Vorwort

Wenn Pädagogen und Psychologen die ersten Jahre im Leben eines Menschen als die prägenden bezeichnen, jene, die in gewisser Weise das gesamte weitere Leben, wenn schon nicht vorhersagen, so doch bestimmen und später oft in langen psychotherapeutischen Sitzungen mühsam aufgearbeitet werden müssen, um das eigene Sein als Ist zu verstehen und zu akzeptieren, so ist es wohl wert diese Jahre und die Erinnerungen daran zurückzuholen und lebendig zu erhalten. Die Trennlinie dessen, was wahr ist, was Fantasie und was mangels Erinnerung nur aus Erzählungen im Gedächtnis haften blieb, ist fließend. In Wirklichkeit ist es auch unwichtig, diese Grenze in jedem Detail zu kennen.

 

Was für den Menschen als solchen gilt, gilt im selben Maß auch für Zeitalter.
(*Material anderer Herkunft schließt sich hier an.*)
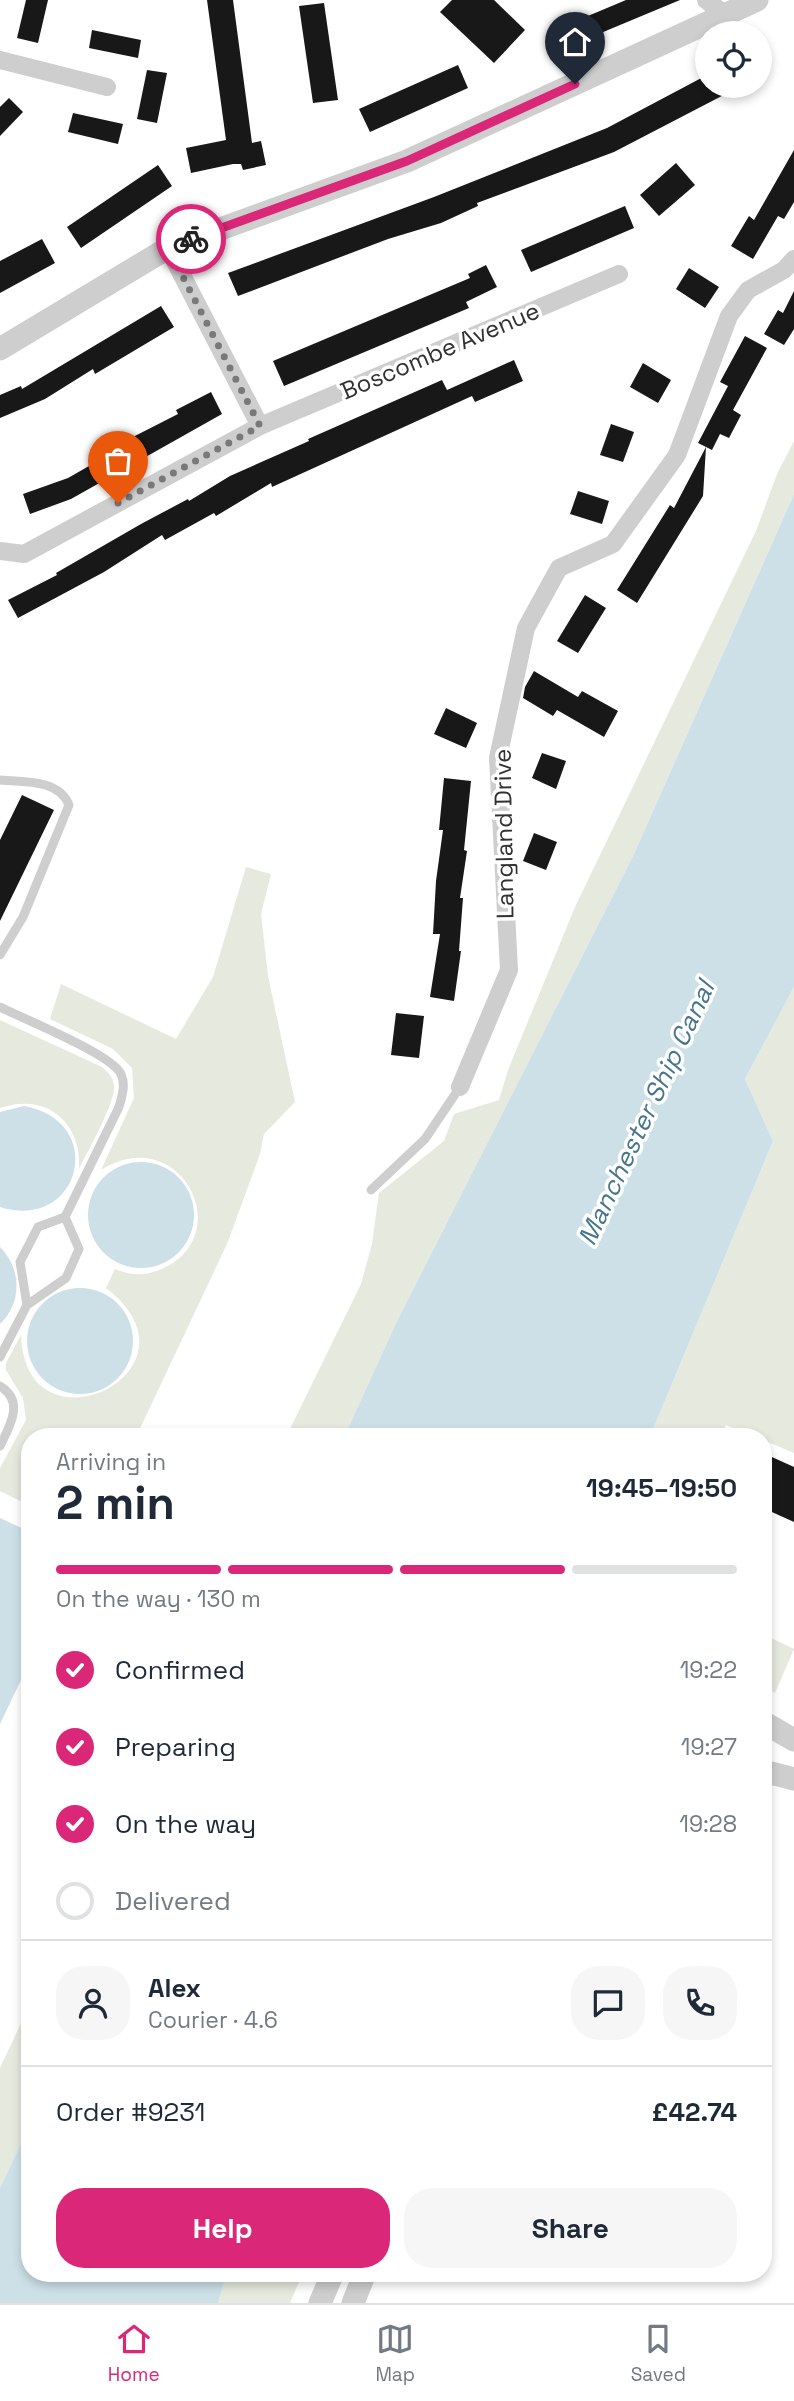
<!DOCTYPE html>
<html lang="en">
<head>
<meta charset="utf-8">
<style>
	body { margin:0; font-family:"Space Grotesk",sans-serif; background:#f6f6f7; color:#1f2937; height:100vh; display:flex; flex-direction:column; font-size:26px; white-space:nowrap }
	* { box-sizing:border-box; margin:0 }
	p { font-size:23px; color:#747a83 }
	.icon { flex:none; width:38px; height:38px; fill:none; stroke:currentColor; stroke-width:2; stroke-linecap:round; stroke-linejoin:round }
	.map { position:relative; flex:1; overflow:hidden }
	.side { position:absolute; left:21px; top:1428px; width:751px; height:854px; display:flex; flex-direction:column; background:#fff; border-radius:28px; box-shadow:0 4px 10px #0003 }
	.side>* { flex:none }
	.buttons { position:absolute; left:695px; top:21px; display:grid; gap:14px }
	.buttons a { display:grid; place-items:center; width:77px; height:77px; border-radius:50%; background:#fff; box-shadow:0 4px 10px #0003; font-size:35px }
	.pin { position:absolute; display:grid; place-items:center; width:60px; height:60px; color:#fff; margin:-72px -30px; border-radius:50% 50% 50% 0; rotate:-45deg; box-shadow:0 0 7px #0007 }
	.pin .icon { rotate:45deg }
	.courier { position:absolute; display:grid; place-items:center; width:70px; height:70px; margin:-35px; border:5px solid #db2777; border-radius:50%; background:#fff; color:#222; box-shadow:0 2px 9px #0007 }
	.overview em { font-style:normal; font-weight:600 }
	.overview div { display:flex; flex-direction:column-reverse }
	.overview { display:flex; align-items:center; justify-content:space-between; height:119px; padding:0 35px }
	h1 { font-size:46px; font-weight:600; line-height:52px }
	.bar { display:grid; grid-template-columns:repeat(4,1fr); gap:10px 7px; align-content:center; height:84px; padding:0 35px }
	.bar i { height:9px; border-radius:5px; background:#e0e1e3 }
	.bar .selected { background:#db2777 }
	.bar p { grid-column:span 4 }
	.line { display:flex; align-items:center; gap:18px; padding:0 35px; border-top:2px solid #e0e1e3 }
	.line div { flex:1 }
	.round { display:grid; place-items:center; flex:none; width:74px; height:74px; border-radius:28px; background:#f6f6f7 }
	ol { padding:0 35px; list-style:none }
	li { display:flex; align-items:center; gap:21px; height:77px }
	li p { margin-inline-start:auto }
	li .icon { padding:7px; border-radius:50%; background:#db2777; color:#fff; stroke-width:4 }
	li:last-child { color:#747a83 }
	li i { width:38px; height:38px; border:4px solid #e0e1e3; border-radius:50% }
	.cta { display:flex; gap:14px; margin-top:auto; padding:14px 35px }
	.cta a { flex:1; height:80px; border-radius:28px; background:#db2777; color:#fff; font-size:28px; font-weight:600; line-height:80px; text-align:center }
	.cta a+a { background:#f6f6f7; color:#1f2937 }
	.menu { display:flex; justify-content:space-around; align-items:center; height:98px; border-top:2px solid #e0e1e3; background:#fff; font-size:19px; color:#747a83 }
	.menu a { display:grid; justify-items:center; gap:4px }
	.menu .selected { color:#db2777 }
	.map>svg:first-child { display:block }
	.green { fill:#e5e9de }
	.water { fill:#cde0e8 }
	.building { fill:#181818 }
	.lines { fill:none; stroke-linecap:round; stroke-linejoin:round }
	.service { stroke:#cecece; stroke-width:9 }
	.minor { stroke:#cecece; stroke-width:18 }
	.tertiary { stroke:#cecece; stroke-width:23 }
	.done { stroke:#797979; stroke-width:7; stroke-dasharray:0 12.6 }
	.route { stroke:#db2777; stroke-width:9 }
	.labels { text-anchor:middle; stroke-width:7; stroke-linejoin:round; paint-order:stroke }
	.street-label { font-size:24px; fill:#313131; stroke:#fff }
	.water-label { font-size:26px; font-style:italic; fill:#47768b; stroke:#fff }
</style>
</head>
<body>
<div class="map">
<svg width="794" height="2303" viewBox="0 0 794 2303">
	<rect width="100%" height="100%" fill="#fff"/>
	<g class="green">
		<path d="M794,441V494L633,856L396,1323L344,1437H286L361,1284L372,1244L379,1193L444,1141L454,1114L499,1100L508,1070L575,907L756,531L777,474Z"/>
		<path d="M246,867L271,874L261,914L268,976L295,1102L264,1134L260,1154L227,1244L136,1437H30V1506L0,1491V1468L26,1420L23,1398L6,1370V1363L21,1335C25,1461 214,1371 106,1288L115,1269C131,1276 146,1276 162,1269C239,1234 179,1121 101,1170L134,1098L132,1068L113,1049L50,1019L61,984L176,1039L213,977Z"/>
		<path d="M794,987V1453L763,1440V1437H754L726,1425L720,1437H636L654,1427L773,1141L745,1079Z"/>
		<path d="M0,1020L102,1067C108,1072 113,1077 114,1086C115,1104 88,1150 79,1169C82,1122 46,1092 0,1108Z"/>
		<path d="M763,1634L794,1649L775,1693L763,1685Z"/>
		<path d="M30,2004V2124L0,2188V2068Z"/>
		<path d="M227,2273H303L290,2303H218Z"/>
	</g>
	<g class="water">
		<path d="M794,494V987L745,1079L773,1141L654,1427L636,1437H344L396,1323L633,856Z"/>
		<path d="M24,1106C108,1121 81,1232 0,1207V1112Z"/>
		<circle cx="141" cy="1215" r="53"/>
		<path d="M0,1247C21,1268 23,1302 0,1324Z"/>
		<circle cx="80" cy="1341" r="53"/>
		<path d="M0,1518L30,1532V1661L0,1724Z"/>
		<path d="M30,2124V2273H227L218,2303H0V2188Z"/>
	</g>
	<g class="building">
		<path d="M26,0H48L38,43L17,38Z"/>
		<path d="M207,0H233L252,143L261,141L266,165L243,170L241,164H233L191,173L186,148L226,140Z"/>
		<path d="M452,0H494L525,30L494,63L440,12Z"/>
		<path d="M626,0H680L584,40L576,21Z"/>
		<path d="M324,3L338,100L313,103L299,6Z"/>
		<path d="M92,30L141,40L138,58L89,48Z"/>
		<path d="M458,65L468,88L370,132L359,109Z"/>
		<path d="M147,70L167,73L157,123L137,119Z"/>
		<path d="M707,75V86H741L614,152L477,203L478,206L441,223L388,239L238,296L228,273L434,197L607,128Z"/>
		<path d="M9,98L23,112L0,136V107Z"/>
		<path d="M73,113L123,124L118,144L68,132Z"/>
		<path d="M794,150V202L784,219L778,216L753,259L731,246L749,216L754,220Z"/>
		<path d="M676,163L695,185L659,216L640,195Z"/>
		<path d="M158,165L172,186L81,248L67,227Z"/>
		<path d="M625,206L634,228L531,272L521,250Z"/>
		<path d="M42,239L55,263L0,293V261Z"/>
		<path d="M486,265L497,287L466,302L469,308L284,386L273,361L470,278L468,274Z"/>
		<path d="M689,268L719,287L705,308L676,289Z"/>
		<path d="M794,291V329L784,345L764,334L778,310L783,313Z"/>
		<path d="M161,306L174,327L95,374L93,369L45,399L0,418V395L21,386L22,389Z"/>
		<path d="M745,336L767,348L733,410L741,415L729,438L720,434L712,450L706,447L703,496L637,603L617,590L670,505L674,508L706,447L698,443L728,386L720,382Z"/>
		<path d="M514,360L523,381L475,402L472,396L272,487L271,483L216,516L214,513L165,540L162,535L104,572L18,618L8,600L57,575L56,573L141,524L188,499L189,501L230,476L309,441L308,439L442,380L447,390Z"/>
		<path d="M643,363L671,380L658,403L630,387Z"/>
		<path d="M211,392L222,414L71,499L30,514L23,494L68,478L131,442L129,439L178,414L176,410Z"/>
		<path d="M611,424L634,432L623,462L600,455Z"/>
		<path d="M578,491L609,501L602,524L570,514Z"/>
		<path d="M585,595L606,608L578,653L557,641Z"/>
		<path d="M534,671L578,697L582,691L618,711L604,737L557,710L553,716L523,698L525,687Z"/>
		<path d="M446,708L477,723L466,748L434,734Z"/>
		<path d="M542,753L566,761L556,789L532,778Z"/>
		<path d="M444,778L471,781L464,850L467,851L460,898H463L459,951H461L454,1001L430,997L440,934H433L436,881L443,830H439Z"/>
		<path d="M22,795L54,810L0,921V840Z"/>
		<path d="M534,833L557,842L546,870L523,861Z"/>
		<path d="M396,1013L424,1016L419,1058L391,1055Z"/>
		<path d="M763,1453L794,1467V1522L763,1508Z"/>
	</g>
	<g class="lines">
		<g class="service">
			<path d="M0,780C23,782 59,779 69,805L23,917L0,955"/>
			<path d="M0,1007C24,1019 111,1054 121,1074C126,1085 122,1096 119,1107L65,1217L38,1227L20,1262L27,1305"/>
			<path d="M371,1190L425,1139L460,1087"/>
			<path d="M0,1357L27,1305L66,1278L79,1249L65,1217"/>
			<path d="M0,1386C25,1401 10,1426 0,1446"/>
		</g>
		<g class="minor">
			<path d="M706,0L727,16"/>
			<path d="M0,60L107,87"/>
			<path d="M168,248L260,426"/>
			<path d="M0,551L24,554L260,426L619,274"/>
			<path d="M460,1087L509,970L498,758L526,628L559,568L613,544L677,455L729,316L748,290L784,270L794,259"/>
		</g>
		<g class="tertiary">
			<path d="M0,349L168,248L407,161L757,0"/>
			<path d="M763,1722L794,1740"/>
			<path d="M763,1771L794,1779"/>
			<path d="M320,2303L333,2273"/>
			<path d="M353,2303L365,2273"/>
		</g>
	</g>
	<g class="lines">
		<path class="done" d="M118,503L260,426L168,248L191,239"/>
		<path class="route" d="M191,239L407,161L575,84"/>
	</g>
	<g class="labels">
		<g class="street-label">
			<text transform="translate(440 351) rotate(-23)" y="8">Boscombe Avenue</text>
			<text transform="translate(504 834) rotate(-91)" y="8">Langland Drive</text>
		</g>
		<g class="water-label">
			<text transform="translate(646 1113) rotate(-65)" y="9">Manchester Ship Canal</text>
		</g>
	</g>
</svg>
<div class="buttons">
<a><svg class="icon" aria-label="locate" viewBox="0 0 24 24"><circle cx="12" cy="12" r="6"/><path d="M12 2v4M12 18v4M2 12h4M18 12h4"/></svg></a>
</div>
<div class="pin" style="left:118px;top:503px;background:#ea580c"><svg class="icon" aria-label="bag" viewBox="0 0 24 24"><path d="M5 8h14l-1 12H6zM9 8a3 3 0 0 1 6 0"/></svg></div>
<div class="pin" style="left:575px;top:84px;background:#1f2937"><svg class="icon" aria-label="home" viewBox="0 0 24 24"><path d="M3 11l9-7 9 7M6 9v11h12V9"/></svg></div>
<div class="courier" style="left:191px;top:239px"><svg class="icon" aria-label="bike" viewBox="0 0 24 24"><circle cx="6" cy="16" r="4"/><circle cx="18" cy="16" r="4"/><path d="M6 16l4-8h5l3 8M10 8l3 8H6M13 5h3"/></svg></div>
<section class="side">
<div class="overview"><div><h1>2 min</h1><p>Arriving in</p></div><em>19:45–19:50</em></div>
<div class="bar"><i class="selected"></i><i class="selected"></i><i class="selected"></i><i></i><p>On the way · 130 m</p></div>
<ol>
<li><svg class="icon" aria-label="check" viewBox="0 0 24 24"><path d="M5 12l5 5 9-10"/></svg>Confirmed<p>19:22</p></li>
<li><svg class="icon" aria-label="check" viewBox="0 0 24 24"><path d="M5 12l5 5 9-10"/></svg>Preparing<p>19:27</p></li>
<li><svg class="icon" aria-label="check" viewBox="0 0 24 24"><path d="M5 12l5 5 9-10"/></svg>On the way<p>19:28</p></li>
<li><i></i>Delivered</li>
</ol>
<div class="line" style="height:126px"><a class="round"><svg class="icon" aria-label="person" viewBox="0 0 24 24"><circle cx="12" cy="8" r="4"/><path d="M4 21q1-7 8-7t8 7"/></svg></a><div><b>Alex</b><p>Courier · 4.6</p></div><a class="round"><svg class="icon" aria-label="chat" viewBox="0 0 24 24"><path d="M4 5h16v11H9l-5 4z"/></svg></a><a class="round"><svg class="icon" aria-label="phone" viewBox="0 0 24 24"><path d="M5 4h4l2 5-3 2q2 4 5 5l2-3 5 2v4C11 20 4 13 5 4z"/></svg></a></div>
<div class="line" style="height:91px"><div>Order #9231</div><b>£42.74</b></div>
<div class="cta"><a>Help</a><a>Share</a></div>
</section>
</div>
<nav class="menu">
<a class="selected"><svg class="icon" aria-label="home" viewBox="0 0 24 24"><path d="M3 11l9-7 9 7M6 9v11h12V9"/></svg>Home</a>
<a><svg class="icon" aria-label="map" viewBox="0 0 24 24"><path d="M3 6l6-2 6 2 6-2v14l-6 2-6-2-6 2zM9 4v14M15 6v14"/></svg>Map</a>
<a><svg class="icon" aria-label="saved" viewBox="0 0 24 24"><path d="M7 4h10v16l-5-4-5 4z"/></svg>Saved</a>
</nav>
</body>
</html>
Die frühen sechziger Jahre, die Zeit des Wirtschaftswunders, des Konjunkturaufschwunges, von dem man damals gleich einem Kind glaubte, es würde wie die Kindheit und Jugend niemals enden, waren ein solches Zeitalter. Die volle Kraft des Lebens, so dachte man, würde niemals in Reife, Niedergang und zuletzt auch im Sterben und Tod enden. Auch diese Zeit, eine Zeit dieses unreifen Glaubens an die Ewigkeit des Jetzt, war eine Kindheitszeit. Auch daran gilt es sich zu erinnern. Auch dorthin gilt es hinzusehen.

 

Der Erzählband „Von Aspern auf die Kreta“ beschreibt die Erlebnisse und Erfahrungen eines Kindes von Beginn seiner ersten Erinnerungen an bis zu seinem elften Lebensjahr. Es sind Geschichten des Herauswachsens aus der vollkommenen Unbefangenheit des Kindseins, des Hineinwachsens in die Adoleszenz und die Welt der Erwachsenen ohne dort noch angekommen zu sein. Das alles eingebettet in die Wirtschaftswunder-Aufbruchsstimmung, einer Zeit, die die gleichen Erfahrungen machte wie dieses Kind: heraus aus der Enge der Nachkriegsära und auf dem Weg hinein in die Hochkonjunktur. Die Schwarz-Weiß-Sicht eines Kindes ohne die Kenntnis der vielen Graustufen des Lebens als Sinnbild für die Sicht der Welt jener Zeit.

 

Der Weg des Kindes führt von Aspern, einem damals noch sehr ländlichen Vorort von Wien, auf „die Kreta“, eine der verrufensten Gegenden der Stadt. Aspern und die Kreta als Marksteine auf dem Weg der langsamen Reifung des Kindes werden zu Metaphern für den Weg heraus aus der liebevollen und heimeligen Welt, die die Eltern dem Kind auf seinen Weg mitgeben wollten, hinein in die Wirklichkeiten des Lebens. Genauso sind sie auch Metaphern für die zu Ende gehende fast biedermeierliche Lollypopzeit der fünfziger Jahre und die herandämmernde neue Zeit mit Popkultur, Vietnamkrieg und der 68-er-Bewegung.

 

Dass ich selber der Protagonist der Erzählungen bin, spielt auf dieser Reise keine große Rolle mehr, ist aber wert zu erwähnen. Wer sich in der einen oder anderen Form selbst wiederfindet – gleich ob als reale Person der Geschichten oder im übertragenen Sinne - dem sei dieses Buch gewidmet.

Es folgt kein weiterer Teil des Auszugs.